The Morrison laboratory also identified cell-extrinsic mechanisms by which the niche (a specialized microenvironment that maintains stem cells in tissues) regulates the maintenance of blood-forming stem cells in adult blood-forming tissues. They were the first to propose that hematopoietic stem cells (HSCs) reside in perivascular niches after discovering SLAM family markers that enabled the localization of HSCs in hematopoietic tissues. They showed in that study that most HSCs reside adjacent to sinusoidal blood vessels in the bone marrow and spleen. They showed that endothelial cells and Leptin Receptor+ perivascular stromal cells are the major sources of factors required for HSC maintenance in the bone marrow. The Leptin Receptor+ cells include skeletal stem cells that are a major source of new bone cells and adipocytes that form in adult bone marrow. The identification of these niche cells made it possible to test whether hematopoiesis or osteogenesis are regulated by yet undiscovered growth factors in the bone marrow. As a result of this work, the Morrison lab discovered Osteolectin/Clec11a, a bone-forming growth factor made by Leptin Receptor+ cells that is required to maintain the adult skeleton by promoting osteogenesis.
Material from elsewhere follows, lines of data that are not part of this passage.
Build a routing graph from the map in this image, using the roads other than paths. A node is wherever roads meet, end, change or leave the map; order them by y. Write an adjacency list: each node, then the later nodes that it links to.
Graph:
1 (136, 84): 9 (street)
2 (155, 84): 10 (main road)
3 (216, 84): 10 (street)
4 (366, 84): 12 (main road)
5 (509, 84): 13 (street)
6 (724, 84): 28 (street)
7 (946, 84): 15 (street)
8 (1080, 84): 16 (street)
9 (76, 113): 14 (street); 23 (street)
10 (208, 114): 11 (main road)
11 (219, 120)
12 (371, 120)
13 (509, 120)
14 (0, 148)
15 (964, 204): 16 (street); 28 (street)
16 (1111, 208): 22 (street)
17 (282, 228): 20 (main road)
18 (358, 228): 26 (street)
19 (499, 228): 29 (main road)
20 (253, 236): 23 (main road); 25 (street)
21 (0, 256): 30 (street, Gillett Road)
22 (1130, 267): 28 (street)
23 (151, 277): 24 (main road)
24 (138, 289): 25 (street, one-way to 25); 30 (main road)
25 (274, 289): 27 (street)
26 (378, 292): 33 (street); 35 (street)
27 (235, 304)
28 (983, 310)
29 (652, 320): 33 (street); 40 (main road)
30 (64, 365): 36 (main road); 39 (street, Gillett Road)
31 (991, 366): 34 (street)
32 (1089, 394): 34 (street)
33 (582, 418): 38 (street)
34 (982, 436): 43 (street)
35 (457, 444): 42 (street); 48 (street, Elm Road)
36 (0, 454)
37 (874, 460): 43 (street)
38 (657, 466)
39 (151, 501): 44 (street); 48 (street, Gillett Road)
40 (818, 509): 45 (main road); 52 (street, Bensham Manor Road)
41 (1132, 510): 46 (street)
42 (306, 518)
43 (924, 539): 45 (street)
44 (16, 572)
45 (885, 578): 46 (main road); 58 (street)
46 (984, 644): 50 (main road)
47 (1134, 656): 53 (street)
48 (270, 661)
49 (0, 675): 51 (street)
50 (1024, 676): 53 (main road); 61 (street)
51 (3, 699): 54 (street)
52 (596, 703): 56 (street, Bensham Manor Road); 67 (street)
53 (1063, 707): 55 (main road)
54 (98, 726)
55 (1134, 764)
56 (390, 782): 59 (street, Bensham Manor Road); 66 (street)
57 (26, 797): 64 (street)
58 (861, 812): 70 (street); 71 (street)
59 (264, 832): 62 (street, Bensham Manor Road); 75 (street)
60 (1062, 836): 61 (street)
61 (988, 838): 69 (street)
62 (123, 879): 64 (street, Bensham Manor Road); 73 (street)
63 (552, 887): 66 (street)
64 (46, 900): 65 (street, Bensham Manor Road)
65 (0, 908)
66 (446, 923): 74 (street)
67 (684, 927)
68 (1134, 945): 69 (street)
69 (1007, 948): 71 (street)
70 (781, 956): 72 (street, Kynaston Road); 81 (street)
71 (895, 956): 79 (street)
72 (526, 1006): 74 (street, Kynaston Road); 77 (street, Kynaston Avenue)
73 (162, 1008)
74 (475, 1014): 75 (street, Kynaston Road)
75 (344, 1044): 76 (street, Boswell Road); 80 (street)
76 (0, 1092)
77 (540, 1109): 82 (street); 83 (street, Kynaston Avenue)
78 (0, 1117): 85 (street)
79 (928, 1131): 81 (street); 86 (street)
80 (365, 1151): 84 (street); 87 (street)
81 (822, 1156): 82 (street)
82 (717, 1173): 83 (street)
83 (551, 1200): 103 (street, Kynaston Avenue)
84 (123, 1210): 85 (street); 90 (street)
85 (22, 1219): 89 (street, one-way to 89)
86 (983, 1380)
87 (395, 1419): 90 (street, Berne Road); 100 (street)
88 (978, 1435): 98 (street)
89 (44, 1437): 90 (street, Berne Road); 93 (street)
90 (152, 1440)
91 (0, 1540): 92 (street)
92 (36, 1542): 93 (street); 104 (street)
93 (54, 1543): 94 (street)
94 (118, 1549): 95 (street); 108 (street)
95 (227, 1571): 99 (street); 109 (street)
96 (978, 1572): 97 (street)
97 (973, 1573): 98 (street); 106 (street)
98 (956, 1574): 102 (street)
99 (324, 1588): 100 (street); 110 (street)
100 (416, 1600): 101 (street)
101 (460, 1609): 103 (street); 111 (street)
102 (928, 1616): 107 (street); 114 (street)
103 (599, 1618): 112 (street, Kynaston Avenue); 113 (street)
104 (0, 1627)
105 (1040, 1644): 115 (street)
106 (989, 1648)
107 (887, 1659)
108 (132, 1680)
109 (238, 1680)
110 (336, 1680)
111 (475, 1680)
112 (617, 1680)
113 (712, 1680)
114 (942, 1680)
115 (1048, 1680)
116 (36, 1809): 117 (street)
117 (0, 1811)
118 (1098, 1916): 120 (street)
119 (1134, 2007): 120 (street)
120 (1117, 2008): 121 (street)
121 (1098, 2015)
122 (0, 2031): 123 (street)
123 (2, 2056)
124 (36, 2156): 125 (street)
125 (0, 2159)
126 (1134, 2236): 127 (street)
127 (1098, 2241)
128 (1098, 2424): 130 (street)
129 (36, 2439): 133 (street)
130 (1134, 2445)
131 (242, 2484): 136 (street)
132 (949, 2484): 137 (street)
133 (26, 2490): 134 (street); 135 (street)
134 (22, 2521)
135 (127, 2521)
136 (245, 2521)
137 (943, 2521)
Cancer cell self-replication and metastasis

The Morrison laboratory also compared the self-renewal of stem cells to the self-replication of cancer cells. They developed a xenograft assay in which single melanoma cells from patients could form tumors. This showed that cells with tumor-forming potential are abundant and phenotypically diverse in melanoma, demonstrating that the cancer stem cell model does not apply to some cancers. Melanomas also spontaneously metastasize in this xenograft model, creating an assay in which the metastasis of human melanomas could be studied in vivo. They used this xenograft model to characterize the mechanisms that regulate distant metastasis, discovering that cancer cells experience a dramatic increase in oxidative stress during metastasis, leading to the death of most metastasizing cells. The rare melanoma cells that survive during metastasis undergo reversible metabolic changes that confer oxidative stress resistance. In fact, intrinsic metabolic differences among melanomas confer differences in metastatic potential. They found that oxidative stress kills melanoma cells by inducing ferroptosis, a form of cell death marked by lipid oxidation. Melanoma cells appear to metastasize first through lymphatics because lymphatics protect melanoma cells from oxidative stress and render them ferroptosis-resistant, increasing their ability to survive subsequent distant metastasis through the blood. These results raise the possibility that "pro-oxidant" therapies that exacerbate oxidative stress in cancer cells could be used to inhibit cancer progression.

== Advocacy ==
Morrison has been active in shaping public policy related to stem cell research. He testified before the U.S. Congress, served as a leader in the successful "Proposal 2" campaign to protect and regulate stem cell research in Michigan's state constitution, and has chaired the public policy committee for the International Society for Stem Cell Research since 2015.